- Supplied material:

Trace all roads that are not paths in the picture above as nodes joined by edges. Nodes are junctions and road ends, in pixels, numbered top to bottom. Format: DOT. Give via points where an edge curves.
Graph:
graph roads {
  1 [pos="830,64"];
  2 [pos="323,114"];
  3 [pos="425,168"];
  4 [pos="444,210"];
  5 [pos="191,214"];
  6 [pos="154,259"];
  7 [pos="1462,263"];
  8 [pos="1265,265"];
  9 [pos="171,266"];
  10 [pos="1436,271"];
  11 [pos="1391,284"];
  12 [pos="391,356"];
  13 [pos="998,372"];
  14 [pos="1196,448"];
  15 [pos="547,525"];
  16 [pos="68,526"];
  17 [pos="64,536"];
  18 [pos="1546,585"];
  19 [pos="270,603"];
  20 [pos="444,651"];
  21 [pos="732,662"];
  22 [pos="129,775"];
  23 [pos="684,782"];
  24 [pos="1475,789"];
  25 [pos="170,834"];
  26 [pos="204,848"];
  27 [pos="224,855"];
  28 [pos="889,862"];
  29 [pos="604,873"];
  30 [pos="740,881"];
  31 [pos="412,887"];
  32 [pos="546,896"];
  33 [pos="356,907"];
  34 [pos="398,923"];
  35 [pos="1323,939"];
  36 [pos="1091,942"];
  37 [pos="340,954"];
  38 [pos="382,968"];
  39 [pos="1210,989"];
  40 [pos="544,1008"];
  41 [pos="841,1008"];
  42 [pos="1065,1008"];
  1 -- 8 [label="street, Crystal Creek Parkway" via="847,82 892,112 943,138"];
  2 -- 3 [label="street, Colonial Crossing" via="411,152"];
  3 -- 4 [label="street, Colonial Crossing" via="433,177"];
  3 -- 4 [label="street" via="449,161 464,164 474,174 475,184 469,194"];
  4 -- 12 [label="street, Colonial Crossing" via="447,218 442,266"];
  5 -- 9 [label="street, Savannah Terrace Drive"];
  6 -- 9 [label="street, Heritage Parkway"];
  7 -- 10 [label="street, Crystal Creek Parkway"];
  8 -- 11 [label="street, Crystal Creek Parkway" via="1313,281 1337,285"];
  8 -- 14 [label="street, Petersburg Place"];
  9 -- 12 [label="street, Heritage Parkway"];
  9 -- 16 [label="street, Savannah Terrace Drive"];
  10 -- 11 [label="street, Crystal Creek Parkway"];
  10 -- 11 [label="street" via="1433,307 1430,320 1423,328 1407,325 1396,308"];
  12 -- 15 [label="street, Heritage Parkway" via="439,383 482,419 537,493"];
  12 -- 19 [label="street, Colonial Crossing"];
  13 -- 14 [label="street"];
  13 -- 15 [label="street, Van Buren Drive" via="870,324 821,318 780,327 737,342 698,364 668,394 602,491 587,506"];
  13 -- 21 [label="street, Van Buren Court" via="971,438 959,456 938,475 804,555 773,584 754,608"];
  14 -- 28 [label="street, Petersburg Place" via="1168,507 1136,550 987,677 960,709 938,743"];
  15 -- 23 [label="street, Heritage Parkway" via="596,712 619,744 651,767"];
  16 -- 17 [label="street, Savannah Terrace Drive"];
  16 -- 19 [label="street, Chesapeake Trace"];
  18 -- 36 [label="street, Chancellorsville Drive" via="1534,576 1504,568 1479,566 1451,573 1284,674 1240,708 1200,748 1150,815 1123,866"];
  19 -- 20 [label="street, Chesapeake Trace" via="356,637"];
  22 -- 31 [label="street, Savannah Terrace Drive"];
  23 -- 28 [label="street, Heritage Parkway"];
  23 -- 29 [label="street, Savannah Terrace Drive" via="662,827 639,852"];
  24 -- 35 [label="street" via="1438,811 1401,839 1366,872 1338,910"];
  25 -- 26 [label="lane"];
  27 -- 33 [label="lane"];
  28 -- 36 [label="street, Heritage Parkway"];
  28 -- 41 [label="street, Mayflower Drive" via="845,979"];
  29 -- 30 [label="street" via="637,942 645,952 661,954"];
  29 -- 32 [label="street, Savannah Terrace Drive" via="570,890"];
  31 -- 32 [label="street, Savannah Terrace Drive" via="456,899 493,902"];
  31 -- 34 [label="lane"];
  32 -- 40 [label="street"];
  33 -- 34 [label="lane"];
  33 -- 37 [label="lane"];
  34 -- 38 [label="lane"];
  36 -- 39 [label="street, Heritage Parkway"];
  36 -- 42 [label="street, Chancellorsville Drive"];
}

- Task to complete:
The lines to return are those in the entries above that hold "lane".

- Solution for this problem:
  25 -- 26 [label="lane"];
  27 -- 33 [label="lane"];
  31 -- 34 [label="lane"];
  33 -- 34 [label="lane"];
  33 -- 37 [label="lane"];
  34 -- 38 [label="lane"];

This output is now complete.